Like you said, the airline is the exact example that we use. You go to Kayak and you search for a flight from New York to Miami and it’s going to start with the cheapest and get it to the highest. That’s exactly what we’re going to do with the MyClean booking flow.
Andrew: You told me that the mobile site you weren’t enthused about the way that it’s been up until now. How much of your business comes from mobile versus desktop?
Michael: As far as traffic is concerned?
Michael: So, to give you a sense, back in 2013, it was 93% of our traffic came via desktop, 7% of our traffic came via mobile. To show you where the world has gone even in the cleaning service like MyClean, now we only get 60% on desktop and 40% on mobile.
Andrew: I get it.
Michael: That’s as far as traffic is concerned. What makes it more complicated is our conversion rate on desktop is 10 times our conversion rate on mobile. So, our new site is responsive designed. It’s designed as a mobile first site.

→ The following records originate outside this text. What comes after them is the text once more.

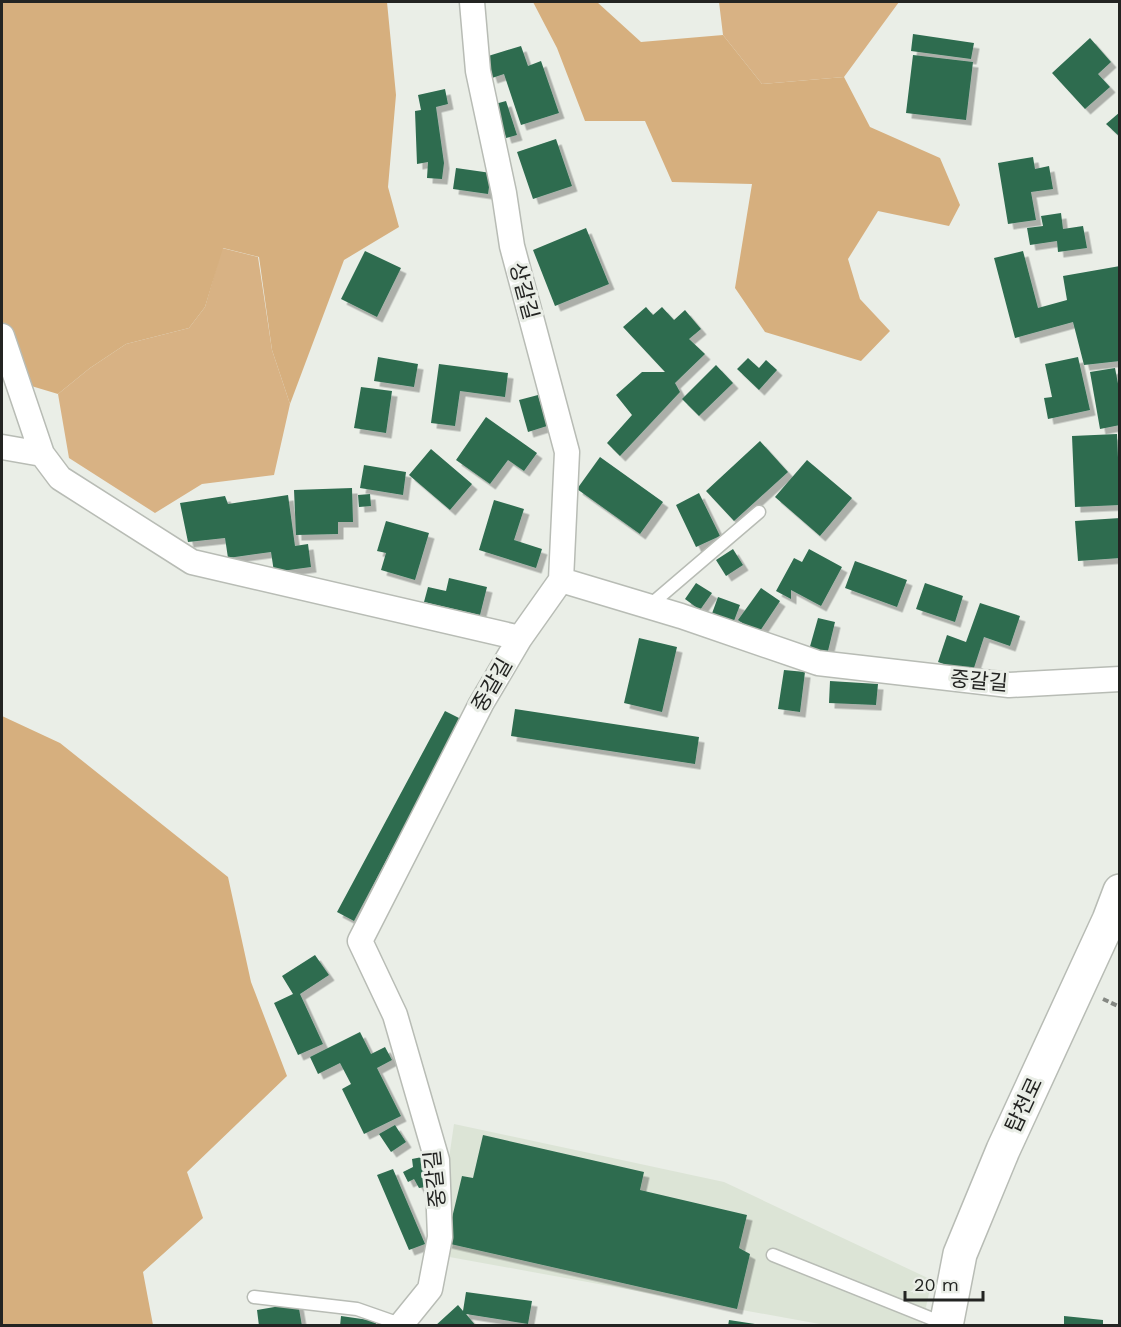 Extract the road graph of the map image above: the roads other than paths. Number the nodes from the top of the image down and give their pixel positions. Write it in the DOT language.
graph roads {
  1 [pos="472,2"];
  2 [pos="2,336"];
  3 [pos="2,447"];
  4 [pos="42,454"];
  5 [pos="759,512"];
  6 [pos="561,580"];
  7 [pos="649,606"];
  8 [pos="520,638"];
  9 [pos="1119,679"];
  10 [pos="1119,891"];
  11 [pos="773,1256"];
  12 [pos="254,1297"];
  13 [pos="400,1325"];
  14 [pos="946,1325"];
  1 -- 6 [label="street, 상갈길"];
  2 -- 4 [label="street"];
  3 -- 4 [label="street"];
  4 -- 8 [label="street"];
  5 -- 7 [label="lane"];
  6 -- 7 [label="street, 중갈길"];
  6 -- 8 [label="street, 중갈길"];
  7 -- 9 [label="street, 중갈길"];
  8 -- 13 [label="street, 중갈길"];
  10 -- 14 [label="main road, 탑천로"];
  11 -- 14 [label="lane"];
  12 -- 13 [label="lane"];
}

Andrew: I can’t even imagine booking cleaning on my desktop. I think desktop is for work and everything else I just do on my phone and I’d rather do it on the train home or maybe in bed before–never in bed, but maybe on the couch when I have a minute.
Michael: Are you married?
Andrew: I am. Yeah.
Michael: If your wife tells you to book a cleaning service, you may do it right before bed.

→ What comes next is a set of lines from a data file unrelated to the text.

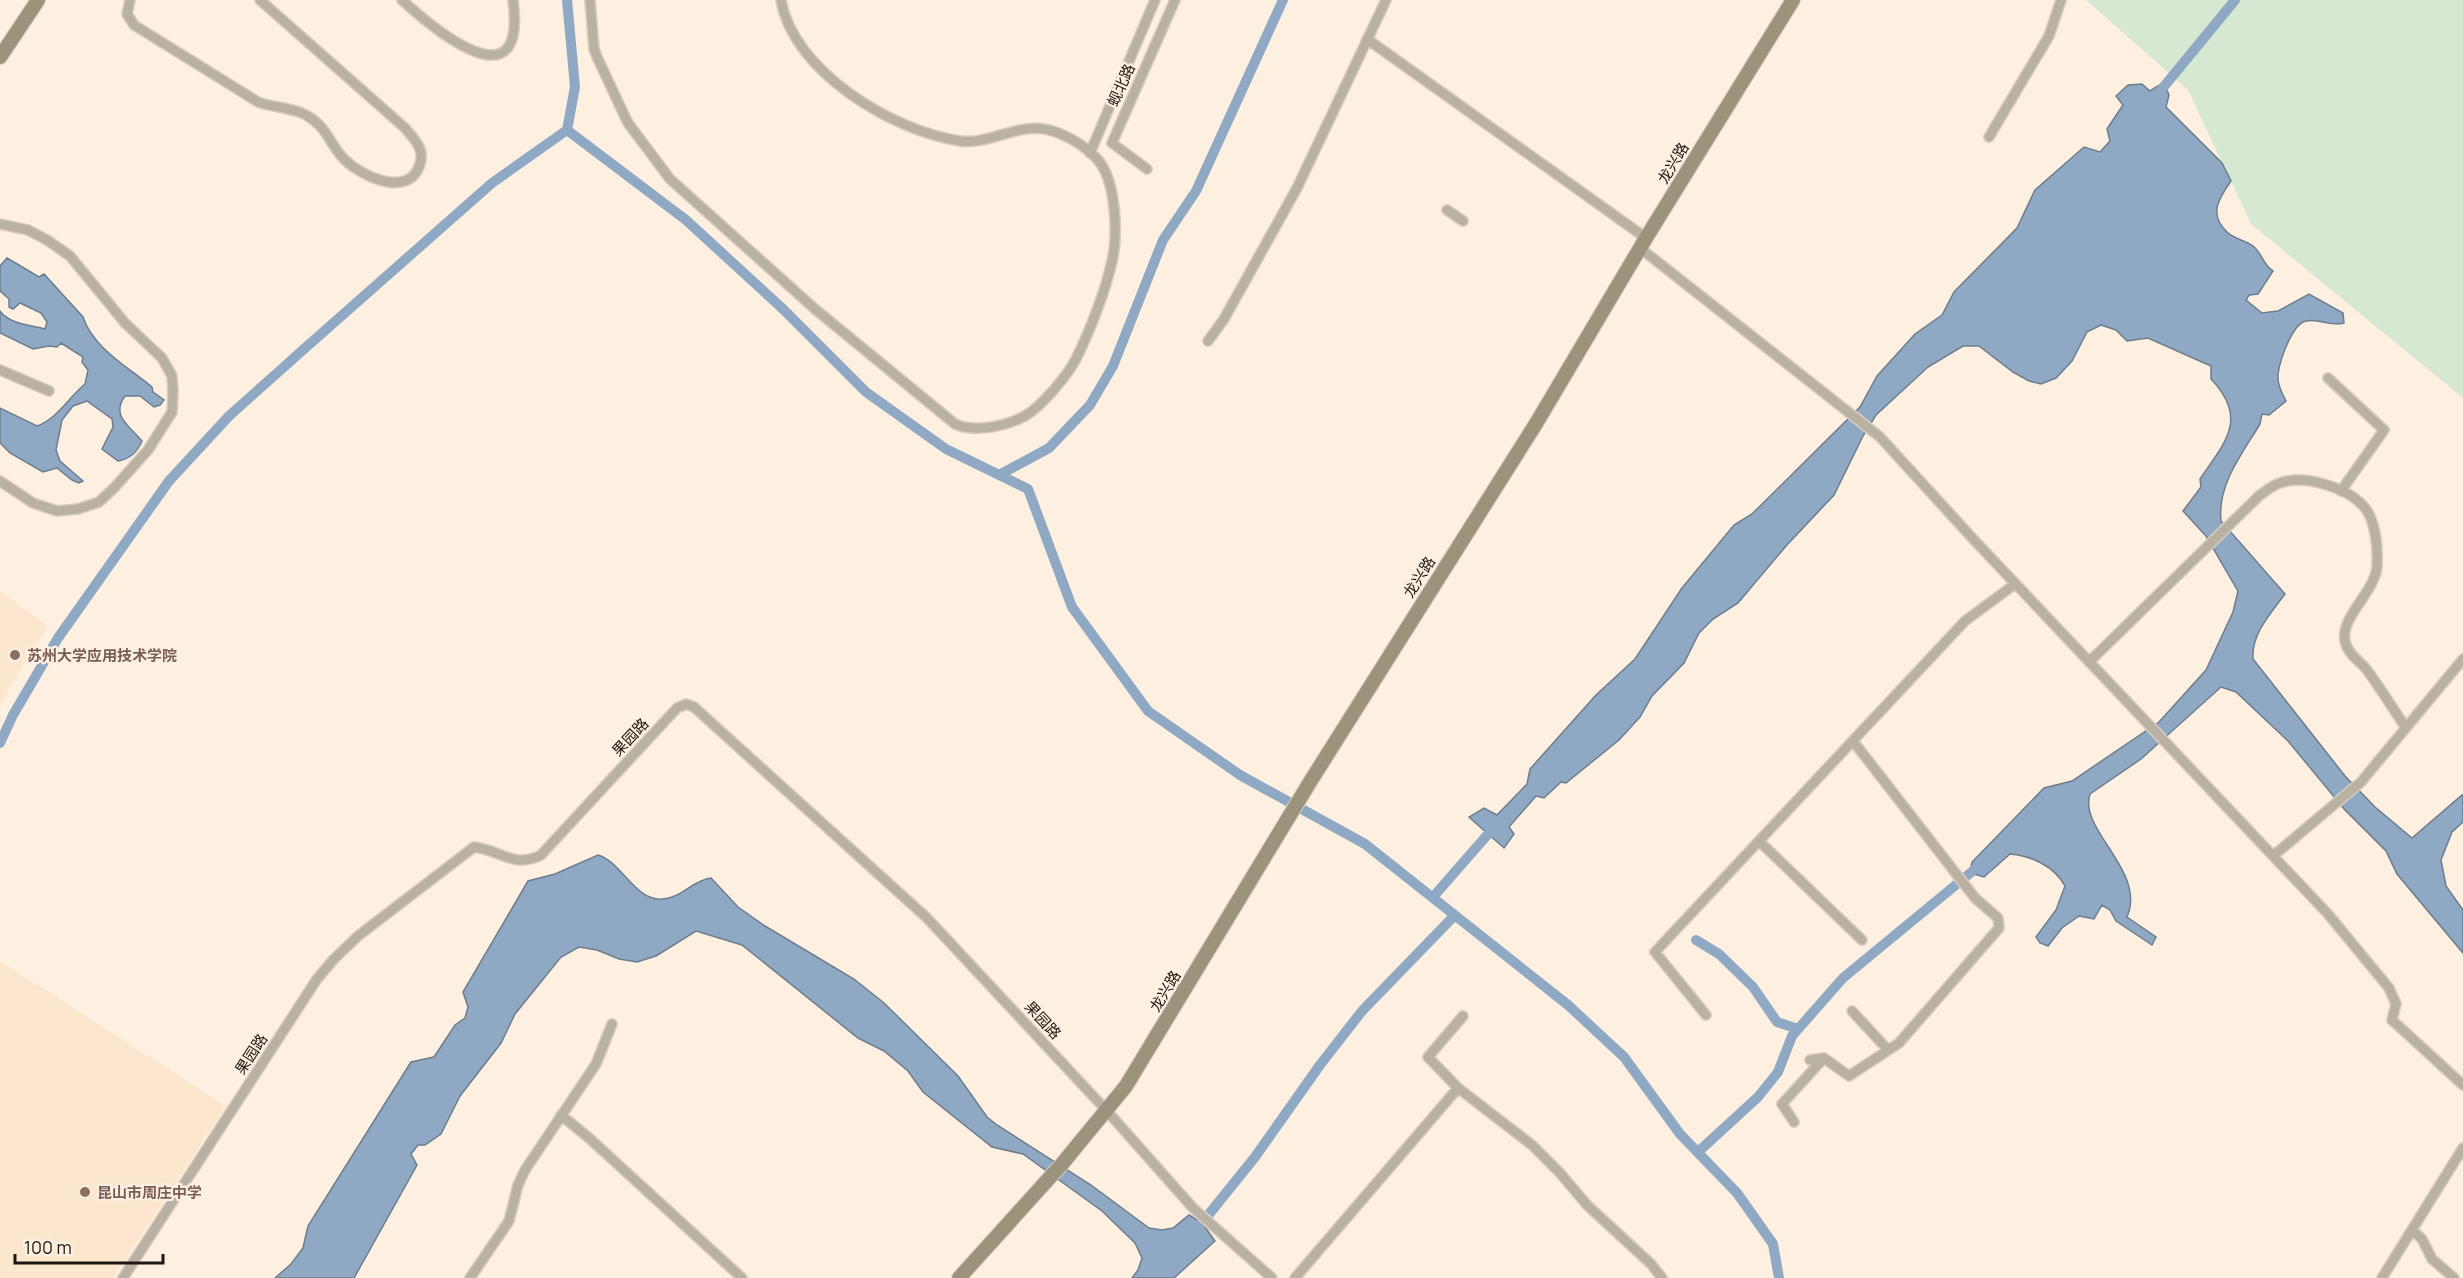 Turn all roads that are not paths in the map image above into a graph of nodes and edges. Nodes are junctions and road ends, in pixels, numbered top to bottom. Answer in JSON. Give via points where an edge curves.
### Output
{"nodes":[{"id":1,"x":38,"y":0,"type":"edge"},
{"id":2,"x":130,"y":0,"type":"edge"},
{"id":3,"x":260,"y":0,"type":"edge"},
{"id":4,"x":402,"y":0,"type":"edge"},
{"id":5,"x":513,"y":0,"type":"edge"},
{"id":6,"x":590,"y":0,"type":"edge"},
{"id":7,"x":781,"y":0,"type":"edge"},
{"id":8,"x":1155,"y":0,"type":"edge"},
{"id":9,"x":1175,"y":0,"type":"edge"},
{"id":10,"x":1386,"y":0,"type":"edge"},
{"id":11,"x":1793,"y":0,"type":"edge"},
{"id":12,"x":2061,"y":0,"type":"edge"},
{"id":13,"x":1367,"y":39,"type":"junction"},
{"id":14,"x":0,"y":57,"type":"edge"},
{"id":15,"x":1989,"y":137,"type":"dead end"},
{"id":16,"x":1090,"y":153,"type":"junction"},
{"id":17,"x":1147,"y":169,"type":"dead end"},
{"id":18,"x":1447,"y":210,"type":"dead end"},
{"id":19,"x":1463,"y":221,"type":"dead end"},
{"id":20,"x":0,"y":224,"type":"edge"},
{"id":21,"x":1643,"y":243,"type":"junction"},
{"id":22,"x":1208,"y":341,"type":"dead end"},
{"id":23,"x":0,"y":370,"type":"edge"},
{"id":24,"x":2328,"y":378,"type":"dead end"},
{"id":25,"x":49,"y":392,"type":"dead end"},
{"id":26,"x":0,"y":481,"type":"edge"},
{"id":27,"x":2341,"y":491,"type":"junction"},
{"id":28,"x":2015,"y":584,"type":"junction"},
{"id":29,"x":2463,"y":659,"type":"edge"},
{"id":30,"x":2089,"y":662,"type":"junction"},
{"id":31,"x":2406,"y":728,"type":"junction"},
{"id":32,"x":1853,"y":741,"type":"junction"},
{"id":33,"x":1759,"y":841,"type":"junction"},
{"id":34,"x":2273,"y":856,"type":"junction"},
{"id":35,"x":1862,"y":940,"type":"dead end"},
{"id":36,"x":1852,"y":1011,"type":"dead end"},
{"id":37,"x":1706,"y":1015,"type":"dead end"},
{"id":38,"x":1463,"y":1016,"type":"dead end"},
{"id":39,"x":612,"y":1024,"type":"dead end"},
{"id":40,"x":1888,"y":1050,"type":"junction"},
{"id":41,"x":1824,"y":1058,"type":"junction"},
{"id":42,"x":1810,"y":1060,"type":"dead end"},
{"id":43,"x":2463,"y":1085,"type":"edge"},
{"id":44,"x":1458,"y":1088,"type":"junction"},
{"id":45,"x":1107,"y":1111,"type":"junction"},
{"id":46,"x":561,"y":1115,"type":"junction"},
{"id":47,"x":1794,"y":1122,"type":"dead end"},
{"id":48,"x":2463,"y":1148,"type":"edge"},
{"id":49,"x":2412,"y":1230,"type":"junction"},
{"id":50,"x":123,"y":1278,"type":"edge"},
{"id":51,"x":470,"y":1278,"type":"edge"},
{"id":52,"x":742,"y":1278,"type":"edge"},
{"id":53,"x":959,"y":1278,"type":"edge"},
{"id":54,"x":1272,"y":1278,"type":"edge"},
{"id":55,"x":1295,"y":1278,"type":"edge"},
{"id":56,"x":1662,"y":1278,"type":"edge"},
{"id":57,"x":2382,"y":1278,"type":"edge"},
{"id":58,"x":2454,"y":1278,"type":"edge"}],
"edges":[{"from":1,"to":14,"type":"street"},
{"from":2,"to":3,"type":"street","via":[[127,14],[134,25],[258,102],[290,108],[307,116],[323,127],[343,159],[358,171],[392,185],[405,182],[421,160],[419,145],[405,128]]},
{"from":4,"to":5,"type":"street","via":[[432,28],[484,55],[499,54],[509,47],[514,36]]},
{"from":6,"to":16,"type":"street","via":[[597,57],[628,123],[660,168],[793,291],[964,429],[997,425],[1024,416],[1063,378],[1081,348],[1108,275],[1115,233],[1108,178]]},
{"from":7,"to":16,"type":"street","via":[[790,31],[812,61],[892,119],[961,141],[1048,129]]},
{"from":8,"to":16,"type":"street"},
{"from":9,"to":17,"type":"street","name":"蚬北路","via":[[1112,144]]},
{"from":10,"to":13,"type":"street"},
{"from":11,"to":21,"type":"street","name":"龙兴路"},
{"from":12,"to":15,"type":"street","via":[[2049,36]]},
{"from":13,"to":21,"type":"street"},
{"from":13,"to":22,"type":"street","via":[[1297,188]]},
{"from":18,"to":19,"type":"street"},
{"from":20,"to":26,"type":"street","via":[[28,230],[70,256],[125,323],[162,358],[172,376],[173,392],[172,412],[148,450],[99,502],[57,511],[33,503]]},
{"from":21,"to":28,"type":"street","via":[[1878,435]]},
{"from":21,"to":45,"type":"street","name":"龙兴路","via":[[1537,422]]},
{"from":23,"to":25,"type":"street"},
{"from":24,"to":27,"type":"street","via":[[2384,430]]},
{"from":27,"to":30,"type":"street","via":[[2305,482],[2280,483],[2260,495]]},
{"from":27,"to":31,"type":"street","via":[[2365,508],[2372,521],[2377,568],[2348,623],[2344,639],[2349,652],[2366,669]]},
{"from":28,"to":30,"type":"street"},
{"from":28,"to":32,"type":"street","via":[[1965,621]]},
{"from":29,"to":31,"type":"street"},
{"from":30,"to":34,"type":"street"},
{"from":31,"to":34,"type":"street","via":[[2361,782]]},
{"from":32,"to":33,"type":"street"},
{"from":32,"to":40,"type":"street","via":[[1976,898],[1998,918],[1999,928]]},
{"from":33,"to":35,"type":"street"},
{"from":33,"to":37,"type":"street","via":[[1655,952]]},
{"from":34,"to":43,"type":"street","via":[[2328,914],[2389,988],[2396,1004],[2392,1020]]},
{"from":36,"to":40,"type":"street"},
{"from":38,"to":44,"type":"street","via":[[1428,1058]]},
{"from":39,"to":46,"type":"street","via":[[596,1064]]},
{"from":40,"to":41,"type":"street","via":[[1849,1076]]},
{"from":41,"to":42,"type":"street"},
{"from":41,"to":47,"type":"street","via":[[1782,1104]]},
{"from":44,"to":55,"type":"street"},
{"from":44,"to":56,"type":"street","via":[[1532,1145]]},
{"from":45,"to":50,"type":"street","name":"果园路","via":[[905,897],[694,707],[686,704],[677,708],[541,855],[520,861],[474,847],[334,959],[317,979]]},
{"from":45,"to":53,"type":"street","name":"龙兴路"},
{"from":45,"to":54,"type":"street","name":"果园路","via":[[1193,1208]]},
{"from":46,"to":51,"type":"street","via":[[525,1170],[509,1221]]},
{"from":46,"to":52,"type":"street"},
{"from":48,"to":49,"type":"street"},
{"from":49,"to":57,"type":"street"},
{"from":49,"to":58,"type":"street","via":[[2432,1258]]}]}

Andrew: I might, actually. Thankfully in our family, it’s on a recurring service like you talk about. I can’t imagine wanting to do it one-off. Maybe you do that if you have friends coming over and you need to clean up. For me, if she didn’t have a set it and forget it, I go nuts. I don’t care to–I don’t want to know about it. It’s so set it and forget it that we have a nanny who’s full-time at our house. We know the time she goes out to the kids to the library.
At that moment is when the cleaning people have to show up and by the time she comes back, they have to be out and clean so the baby doesn’t have to deal with it and she doesn’t have to deal with 50 people in the house. I could not take advantage of the lower prices with you. I would be the person who would have to pay the highest price because it’s got to be in by this time, out by that time.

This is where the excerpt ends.